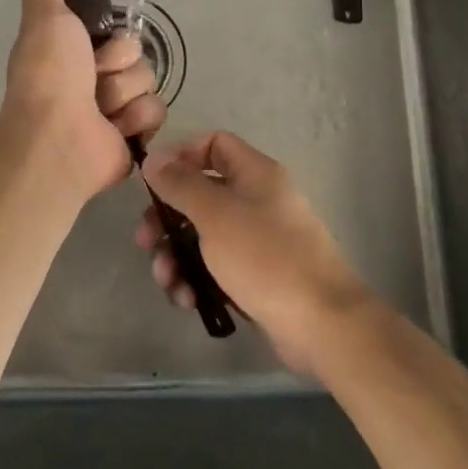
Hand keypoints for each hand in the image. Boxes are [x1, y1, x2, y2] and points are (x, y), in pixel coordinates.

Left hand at [1, 0, 164, 201]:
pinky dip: (136, 119)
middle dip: (117, 67)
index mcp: (78, 55)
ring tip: (100, 109)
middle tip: (93, 80)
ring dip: (124, 94)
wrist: (56, 135)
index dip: (112, 40)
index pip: (121, 35)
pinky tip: (114, 128)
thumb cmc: (49, 73)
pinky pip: (156, 113)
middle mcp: (96, 81)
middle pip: (137, 57)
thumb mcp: (44, 17)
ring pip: (148, 83)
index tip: (91, 47)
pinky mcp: (133, 138)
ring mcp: (115, 111)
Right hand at [138, 131, 372, 373]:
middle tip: (145, 241)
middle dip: (168, 218)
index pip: (214, 144)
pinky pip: (216, 268)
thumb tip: (154, 158)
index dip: (181, 156)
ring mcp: (258, 241)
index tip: (153, 182)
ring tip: (168, 283)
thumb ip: (181, 184)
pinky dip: (197, 280)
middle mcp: (257, 200)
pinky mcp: (256, 277)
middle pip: (201, 194)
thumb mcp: (215, 214)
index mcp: (255, 174)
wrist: (322, 324)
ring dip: (177, 256)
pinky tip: (187, 301)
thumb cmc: (266, 257)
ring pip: (204, 236)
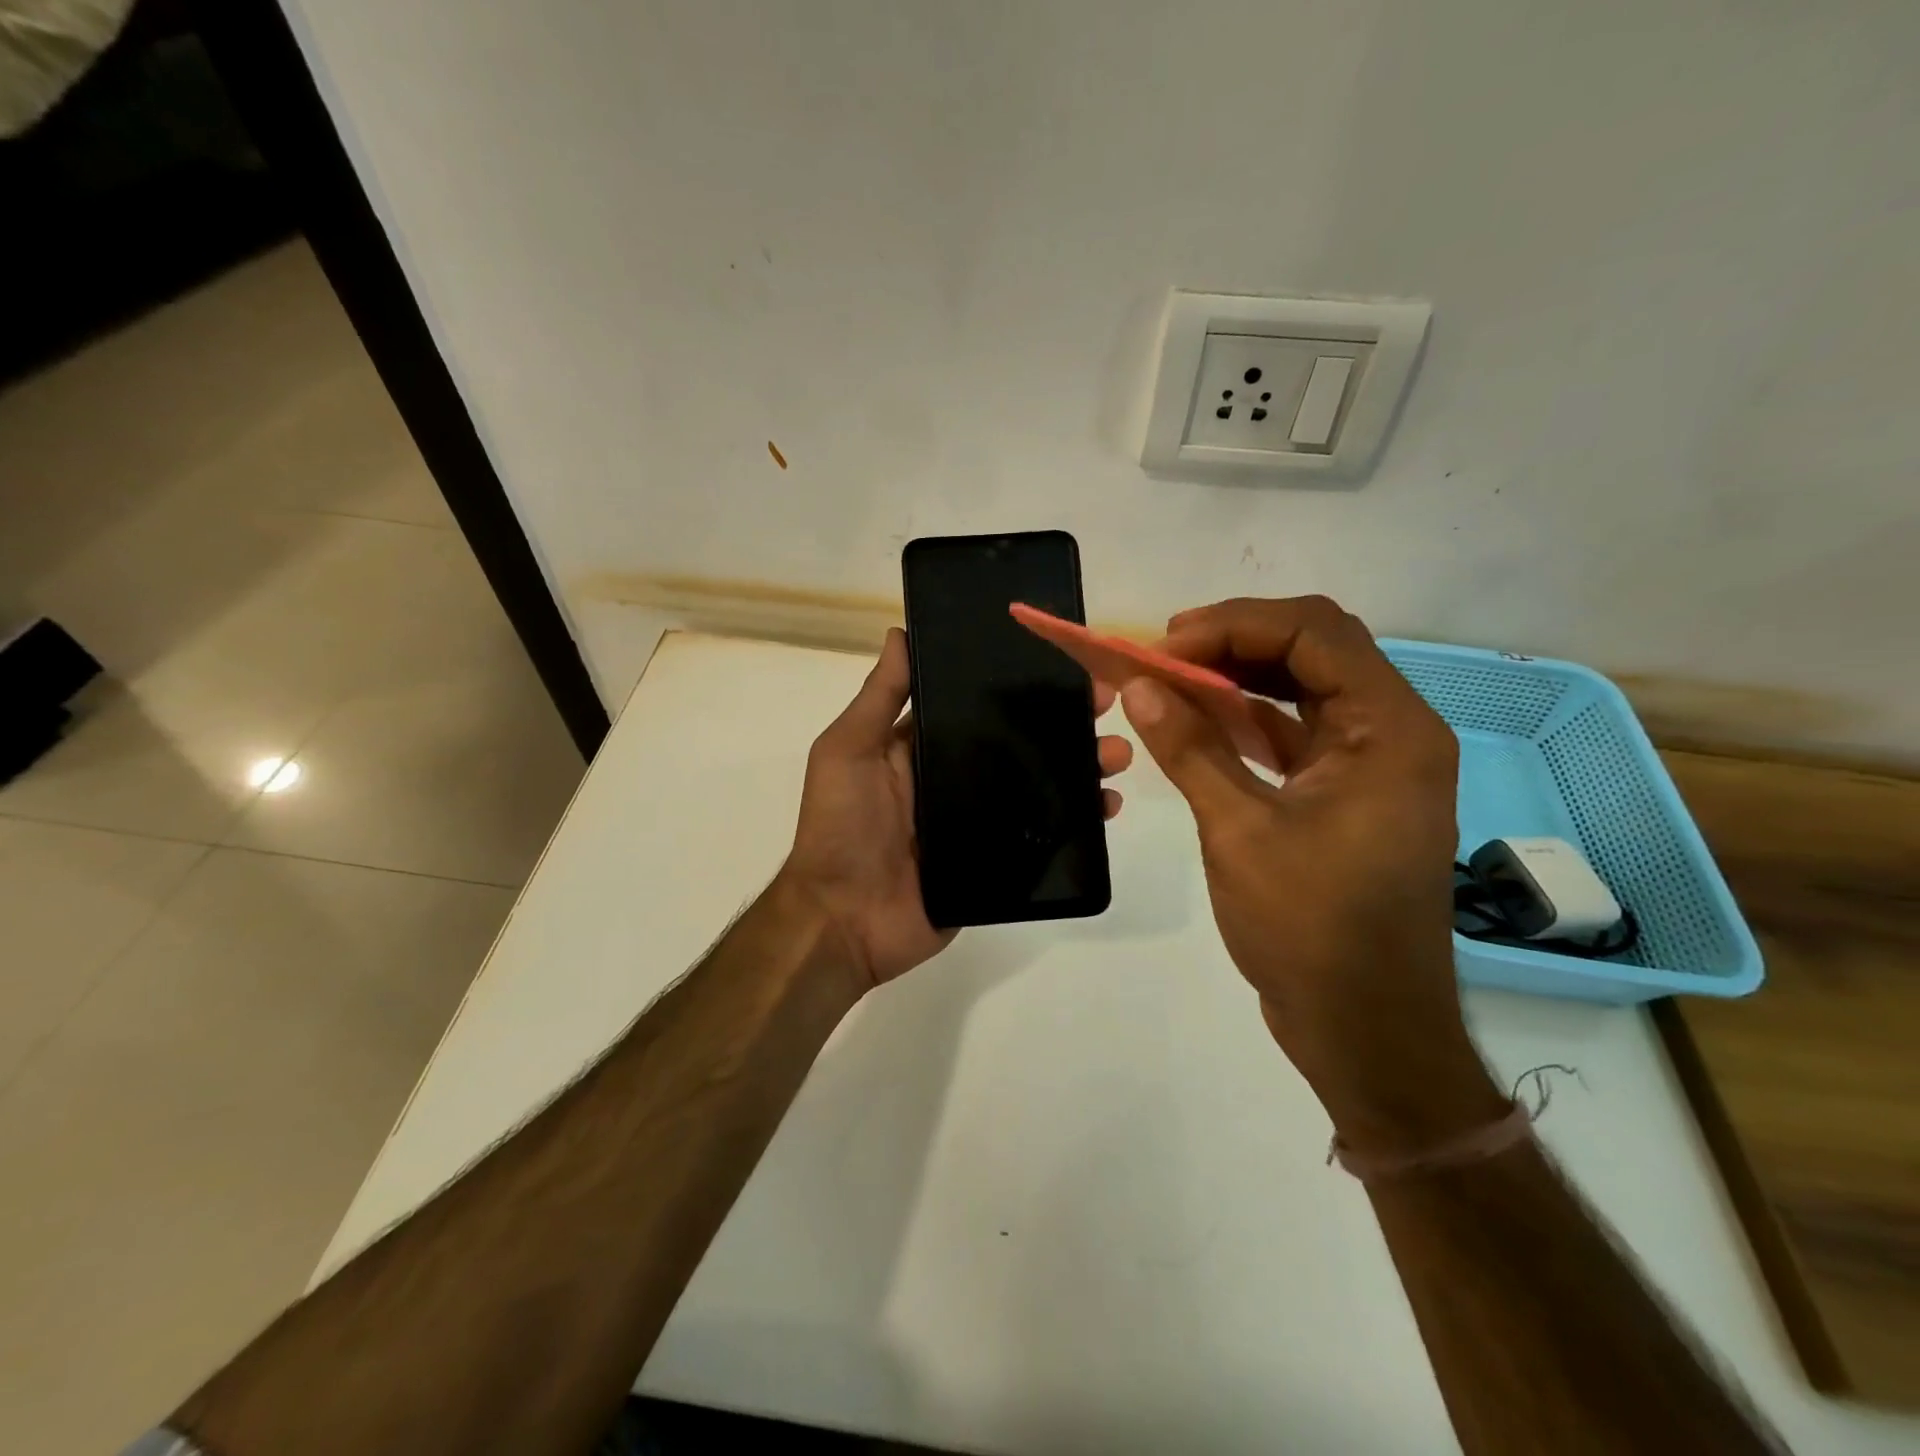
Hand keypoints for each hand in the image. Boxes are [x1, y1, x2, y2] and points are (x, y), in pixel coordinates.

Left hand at [781, 627, 1132, 991]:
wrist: (843, 919)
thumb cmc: (840, 826)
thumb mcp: (847, 750)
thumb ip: (878, 698)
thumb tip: (900, 632)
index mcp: (925, 747)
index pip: (981, 705)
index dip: (1020, 684)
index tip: (1061, 663)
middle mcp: (958, 778)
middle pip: (1021, 742)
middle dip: (1064, 721)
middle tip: (1105, 704)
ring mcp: (981, 820)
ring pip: (1041, 785)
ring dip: (1081, 767)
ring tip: (1116, 755)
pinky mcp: (998, 860)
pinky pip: (1044, 835)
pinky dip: (1078, 820)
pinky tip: (1107, 807)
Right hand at [1123, 597, 1504, 1155]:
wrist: (1365, 1028)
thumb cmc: (1312, 929)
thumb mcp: (1240, 832)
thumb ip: (1190, 750)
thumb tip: (1138, 687)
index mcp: (1390, 730)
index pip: (1315, 633)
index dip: (1233, 625)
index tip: (1164, 648)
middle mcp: (1393, 733)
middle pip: (1314, 649)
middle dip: (1234, 641)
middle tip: (1163, 655)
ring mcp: (1372, 765)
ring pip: (1304, 688)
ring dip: (1239, 677)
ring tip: (1171, 679)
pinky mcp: (1348, 795)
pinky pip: (1297, 733)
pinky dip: (1248, 720)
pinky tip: (1200, 723)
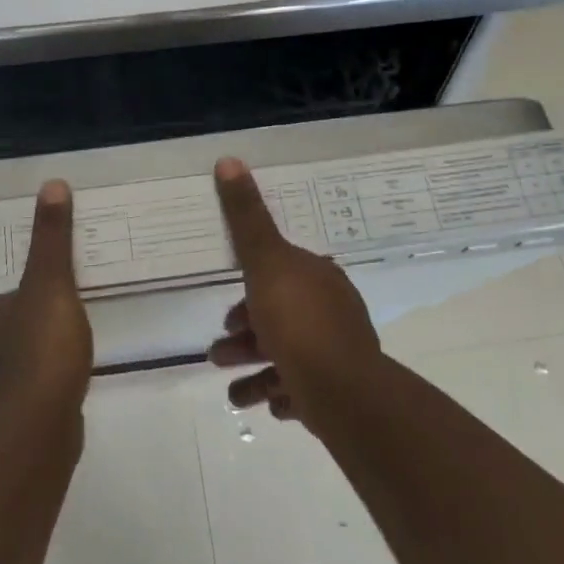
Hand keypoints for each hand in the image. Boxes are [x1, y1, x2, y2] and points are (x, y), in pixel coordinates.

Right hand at [207, 158, 383, 426]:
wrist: (343, 393)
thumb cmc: (299, 322)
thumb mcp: (265, 261)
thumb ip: (246, 216)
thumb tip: (229, 159)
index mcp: (318, 278)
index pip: (281, 275)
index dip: (252, 290)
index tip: (227, 312)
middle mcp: (331, 311)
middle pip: (280, 317)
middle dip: (246, 335)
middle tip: (219, 353)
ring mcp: (337, 354)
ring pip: (287, 357)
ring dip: (255, 370)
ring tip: (234, 393)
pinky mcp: (337, 393)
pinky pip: (302, 390)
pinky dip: (280, 394)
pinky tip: (267, 404)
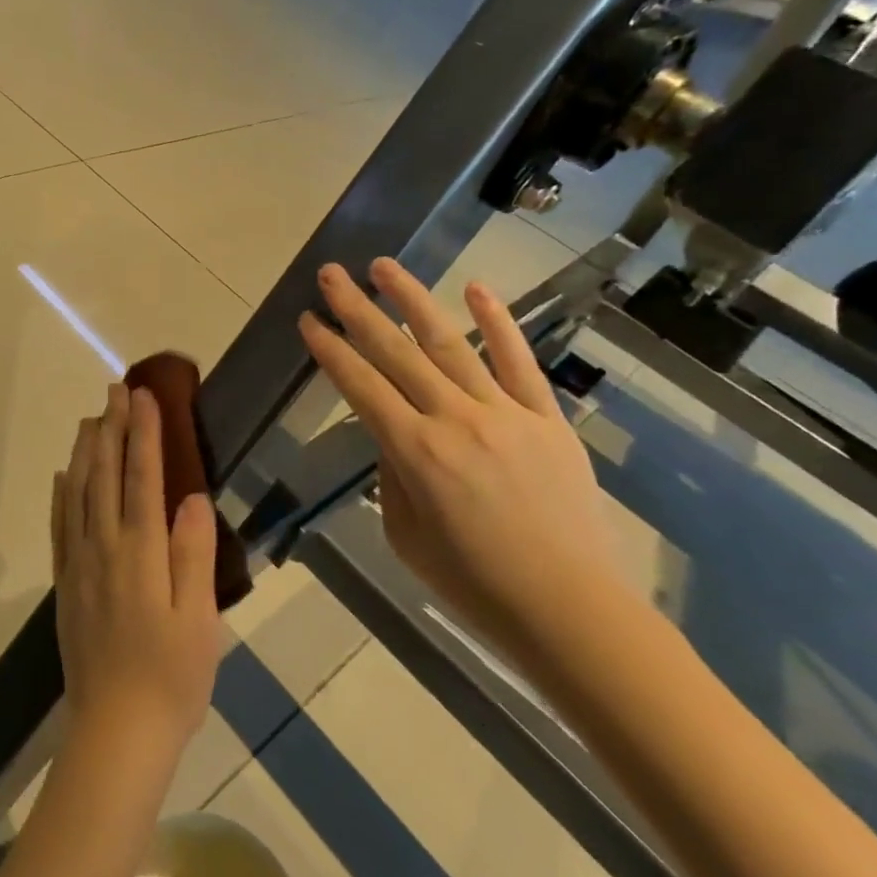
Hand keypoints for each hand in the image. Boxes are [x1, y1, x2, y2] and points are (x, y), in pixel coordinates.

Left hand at [53, 384, 220, 759]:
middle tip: (117, 389)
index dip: (144, 433)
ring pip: (78, 492)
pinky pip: (60, 525)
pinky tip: (64, 475)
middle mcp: (104, 547)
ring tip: (91, 418)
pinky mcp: (66, 583)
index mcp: (140, 552)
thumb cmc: (171, 677)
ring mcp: (79, 564)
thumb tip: (194, 497)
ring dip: (86, 451)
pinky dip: (62, 493)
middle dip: (113, 428)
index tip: (146, 395)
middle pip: (106, 474)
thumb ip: (193, 553)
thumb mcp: (199, 619)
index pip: (142, 477)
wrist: (116, 733)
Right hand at [299, 259, 620, 675]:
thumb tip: (392, 433)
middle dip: (357, 309)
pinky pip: (519, 363)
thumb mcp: (405, 536)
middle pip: (395, 352)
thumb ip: (392, 475)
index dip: (330, 349)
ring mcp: (504, 414)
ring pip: (450, 344)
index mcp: (415, 453)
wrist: (568, 610)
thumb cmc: (473, 583)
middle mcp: (455, 420)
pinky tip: (476, 288)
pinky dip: (497, 323)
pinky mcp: (546, 419)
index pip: (360, 385)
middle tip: (331, 274)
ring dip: (413, 300)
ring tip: (384, 266)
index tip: (308, 319)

** TASK TO COMPLETE **
Respond with the exact lines above running from the one containing "middle mcp: (1393, 733)" to the one containing "thumb mcp: (265, 261)", both ends kept and no pictures included.

** OUTPUT OF THE EXERCISE **
middle mcp: (1393, 733)
middle pip: (1314, 649)
middle dip: (1234, 641)
middle tip: (1163, 655)
ring mcp: (1372, 765)
ring pip: (1304, 688)
ring dip: (1239, 677)
ring tip: (1171, 679)
pinky mcp: (1348, 795)
pinky pip: (1297, 733)
pinky dip: (1248, 720)
pinky tip: (1200, 723)
Hand keypoints for each hand in the image. Boxes are [x1, y1, x2, y2] and points are (x, y), in pixel coordinates.

Right hand at [207, 158, 383, 426]:
wrist: (343, 393)
thumb cmc: (299, 322)
thumb mcp: (265, 261)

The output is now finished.